I'm reminded of a book I recently read, "Transitions" by William Bridges. Originally published in 1980 when Bridges was in his mid-40s, he released an updated 25th anniversary edition in 2004 when he was in his early 70s. An elderly man looking back over the decades to appraise his own work as a middle aged man, he could see quite clearly the psychological tasks that had driven him in each phase of his own life. With effort, each one of us can discern the meaning behind the patterns of behavior in our past. I've found it even more difficult to recognize them in our present. But the effort is worth it. It is often not until much later that we can articulate what our nudges are trying to tell us, and they are usually helping us become the person we are meant to be.
"Transitions" offers a helpful framework to describe the internal movement at play within each of us as we pass through life's phases. Each transition starts, ironically, with dying: We experience a kind of death, as part of our old way of being no longer suits us. Then we go through a frustrating period of disequilibrium and lostness. Finally, we can emerge reborn with deeper insight, wisdom and clarity about who we are and where we're going.
This was the case when I decided at age 40 to "dream up adventures with my kids." That led me to cycle the length of Japan the following year with my 8-year-old son. I took a 2-month unpaid leave of absence from my position at Intel Corporation, was nearly fired, but instead convinced Intel to sponsor the trip. On the last day of that 67-day, 2500-mile journey, I told my son I would write a book about the experience. It would be my gift to him so that, after I died, whenever he missed me, I'd be waiting for him right there in the pages. That book is Rising Son.

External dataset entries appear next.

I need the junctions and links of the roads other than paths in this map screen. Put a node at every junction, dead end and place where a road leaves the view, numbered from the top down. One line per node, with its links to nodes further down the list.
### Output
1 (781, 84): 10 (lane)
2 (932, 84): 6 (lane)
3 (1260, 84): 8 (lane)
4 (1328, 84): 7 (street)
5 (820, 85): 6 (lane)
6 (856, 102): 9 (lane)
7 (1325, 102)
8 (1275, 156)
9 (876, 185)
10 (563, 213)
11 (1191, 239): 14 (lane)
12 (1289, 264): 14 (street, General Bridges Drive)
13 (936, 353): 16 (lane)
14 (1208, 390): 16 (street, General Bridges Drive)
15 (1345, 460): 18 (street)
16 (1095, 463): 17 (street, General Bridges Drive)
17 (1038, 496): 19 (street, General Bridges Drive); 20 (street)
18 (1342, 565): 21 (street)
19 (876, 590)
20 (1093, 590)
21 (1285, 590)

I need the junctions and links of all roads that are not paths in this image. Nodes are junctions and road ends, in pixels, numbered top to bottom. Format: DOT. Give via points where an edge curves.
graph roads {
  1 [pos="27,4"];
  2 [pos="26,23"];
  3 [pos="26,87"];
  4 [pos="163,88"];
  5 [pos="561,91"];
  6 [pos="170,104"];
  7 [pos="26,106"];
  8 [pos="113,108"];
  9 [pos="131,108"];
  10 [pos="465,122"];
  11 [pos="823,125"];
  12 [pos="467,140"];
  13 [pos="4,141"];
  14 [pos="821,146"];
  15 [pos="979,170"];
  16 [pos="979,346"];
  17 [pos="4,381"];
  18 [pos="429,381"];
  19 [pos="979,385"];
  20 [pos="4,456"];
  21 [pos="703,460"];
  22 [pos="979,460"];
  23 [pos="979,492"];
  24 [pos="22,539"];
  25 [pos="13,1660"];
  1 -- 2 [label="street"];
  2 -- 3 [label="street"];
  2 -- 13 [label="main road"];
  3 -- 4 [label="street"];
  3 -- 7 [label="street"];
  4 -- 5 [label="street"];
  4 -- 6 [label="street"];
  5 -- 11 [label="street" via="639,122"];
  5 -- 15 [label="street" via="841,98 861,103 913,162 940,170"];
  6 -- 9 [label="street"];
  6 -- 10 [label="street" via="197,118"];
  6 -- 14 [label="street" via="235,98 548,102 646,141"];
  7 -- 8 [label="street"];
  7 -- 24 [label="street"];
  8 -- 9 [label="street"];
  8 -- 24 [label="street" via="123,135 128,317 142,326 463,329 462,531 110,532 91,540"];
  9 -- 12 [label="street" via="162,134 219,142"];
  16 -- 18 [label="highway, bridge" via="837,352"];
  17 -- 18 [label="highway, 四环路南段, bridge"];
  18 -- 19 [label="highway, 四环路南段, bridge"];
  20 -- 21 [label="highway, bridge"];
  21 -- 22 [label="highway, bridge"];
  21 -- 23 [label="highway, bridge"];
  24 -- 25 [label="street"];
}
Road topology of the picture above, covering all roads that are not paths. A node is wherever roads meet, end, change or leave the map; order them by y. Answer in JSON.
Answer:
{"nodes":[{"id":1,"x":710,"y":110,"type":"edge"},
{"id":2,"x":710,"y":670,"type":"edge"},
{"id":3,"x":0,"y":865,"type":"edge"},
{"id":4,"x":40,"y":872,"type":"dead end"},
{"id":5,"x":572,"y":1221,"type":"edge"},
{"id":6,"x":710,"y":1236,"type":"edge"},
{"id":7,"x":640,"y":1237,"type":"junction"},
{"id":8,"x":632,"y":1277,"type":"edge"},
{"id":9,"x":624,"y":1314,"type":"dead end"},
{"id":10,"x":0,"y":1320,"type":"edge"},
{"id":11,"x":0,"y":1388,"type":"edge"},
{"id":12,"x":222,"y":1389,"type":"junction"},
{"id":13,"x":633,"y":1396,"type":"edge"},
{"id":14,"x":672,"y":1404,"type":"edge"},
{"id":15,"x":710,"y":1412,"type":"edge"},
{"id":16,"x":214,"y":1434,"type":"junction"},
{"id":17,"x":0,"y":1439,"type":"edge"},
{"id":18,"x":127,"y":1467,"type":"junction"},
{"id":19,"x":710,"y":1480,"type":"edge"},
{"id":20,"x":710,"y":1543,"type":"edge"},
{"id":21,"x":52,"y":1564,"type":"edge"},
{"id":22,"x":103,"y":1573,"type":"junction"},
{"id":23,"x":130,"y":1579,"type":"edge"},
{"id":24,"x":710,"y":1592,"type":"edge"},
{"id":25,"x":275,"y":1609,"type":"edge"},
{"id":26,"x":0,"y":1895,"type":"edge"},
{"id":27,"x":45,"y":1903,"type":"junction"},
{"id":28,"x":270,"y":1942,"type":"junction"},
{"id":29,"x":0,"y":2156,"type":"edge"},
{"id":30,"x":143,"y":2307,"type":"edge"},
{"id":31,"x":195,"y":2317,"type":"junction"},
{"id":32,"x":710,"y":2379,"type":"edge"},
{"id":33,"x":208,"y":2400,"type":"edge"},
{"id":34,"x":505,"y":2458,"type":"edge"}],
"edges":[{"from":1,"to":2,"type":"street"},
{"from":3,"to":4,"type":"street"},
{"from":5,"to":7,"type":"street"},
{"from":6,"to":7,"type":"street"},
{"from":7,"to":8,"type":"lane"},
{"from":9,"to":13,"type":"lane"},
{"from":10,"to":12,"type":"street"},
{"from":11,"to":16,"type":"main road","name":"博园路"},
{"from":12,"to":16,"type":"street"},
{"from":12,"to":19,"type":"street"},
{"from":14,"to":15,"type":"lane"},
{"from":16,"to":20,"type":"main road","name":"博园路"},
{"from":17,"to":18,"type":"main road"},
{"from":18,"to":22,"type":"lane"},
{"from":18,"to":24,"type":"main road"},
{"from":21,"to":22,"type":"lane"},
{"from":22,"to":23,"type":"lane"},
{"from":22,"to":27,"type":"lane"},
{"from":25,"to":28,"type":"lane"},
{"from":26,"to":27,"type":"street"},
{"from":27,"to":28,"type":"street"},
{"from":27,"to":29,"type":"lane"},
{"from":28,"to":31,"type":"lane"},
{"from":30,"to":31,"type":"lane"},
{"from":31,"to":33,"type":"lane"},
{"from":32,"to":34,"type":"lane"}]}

Two years later, I left a 14-year corporate career to become an "Adventurer." I declared my independence from an old way of being and decided to chart my own future and craft the most meaningful life I could dream up. The decision was frought with risk. The suffering and self-doubt have been debilitating at times, but the rewards have been exhilarating. The transition from my stable corporate identity required a part of me to die in order to make space for something new to emerge.
I developed a workshop called "What Do You Want to Be When You Grow Up?" and in the past three years have delivered it to groups of CEOs all over North America. I've given a version of this talk to people of all ages, from Kindergarteners all the way up to executives who retired decades ago.
The message is the same for all: It is up to each one of us to craft our meaningful life. It will take focused effort and a sheer force of will in the face of any and all opposition. That opposition may take the form of your pre-conceived notions about who you are. Or it may be the opinions of others, financial realities, irrational or well founded fears, or any other reason that keeps you stuck right where you are.
But if you spend time thinking about the internal process of transitions, you will see that you are never stuck. You will move through life's phases whether you like it or not. So, you might as well take the reins and choose the direction yourself. Like a set of thirteen uppity colonies nearly 2 1/2 centuries ago, you are free to declare independence from whatever perceived limit makes you feel trapped. You are free to direct the course of your life in a way that is most deeply satisfying to you. The path will not be easy, and you will suffer. But you will wake up. You will come to life. You will be full of vitality.
And in doing so, you will give everyone around you a gift: the profound hope that they can do the same.